Babacan, Türkiye'nin artık yönetilemediğini savunarak, Deva Partisinin bu yönetime "artık yeter" diyerek emaneti teslim almaya hazırlandığını dile getirdi.
- "Vatandaşımızın hissettiği enflasyon bunun en az iki katı"
Türkiye İstatistik Kurumunun (TÜİK) bugün temmuz ayı enflasyon rakamlarını açıkladığını hatırlatan Babacan, "Bunlar TÜİK'in makyajlı rakamları. Vatandaşımızın hissettiği enflasyon bunun en az iki katı." dedi.

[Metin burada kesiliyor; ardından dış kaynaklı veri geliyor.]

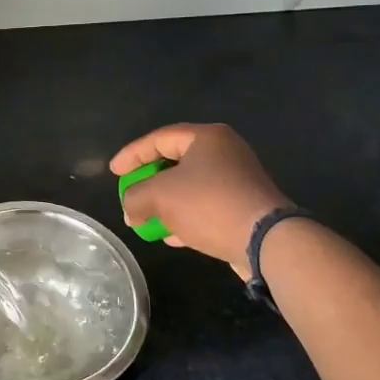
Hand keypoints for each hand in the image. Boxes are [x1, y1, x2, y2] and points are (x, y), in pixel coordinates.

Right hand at [109, 124, 287, 279]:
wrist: (266, 241)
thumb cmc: (209, 204)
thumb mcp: (159, 196)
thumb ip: (135, 197)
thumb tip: (131, 211)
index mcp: (207, 138)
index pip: (159, 139)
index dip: (132, 154)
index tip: (113, 172)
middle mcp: (225, 153)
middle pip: (175, 162)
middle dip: (148, 183)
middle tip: (130, 195)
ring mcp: (238, 181)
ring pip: (190, 187)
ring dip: (165, 204)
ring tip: (145, 220)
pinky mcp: (244, 207)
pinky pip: (206, 206)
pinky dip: (185, 217)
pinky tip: (170, 236)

Üretici Fiyat Endeksi (ÜFE) ile Tüketici Fiyat Endeksi (TÜFE) arasındaki farkın tarihin hiçbir döneminde bu kadar yüksek olmadığını öne süren Ali Babacan, şunları kaydetti:
"Bu yüzde 26 fark, esnafımızın karından ne kadar fedakarlık ettiğini bize gösteriyor. Çünkü maliyetler artmış ama fiyatlara yansıtamıyor esnaf. Yüzde 19 TÜFE, yüzde 45 ÜFE, makyajlanmış rakamlar dahi yakın tarihimizin en yüksek enflasyon oranları. Yüzde 26 zaten gelmiş geçmiş rekor. Burada aynı günlerde işçi ve memur toplu sözleşmeleri yapılıyor. Bu sözleşmelerde buradan hükümete çağrımız, ülkenin gerçeklerini bu sözleşmelerle ilgili yapılan görüşmelerde mutlaka dikkate almak ve yansıtmak."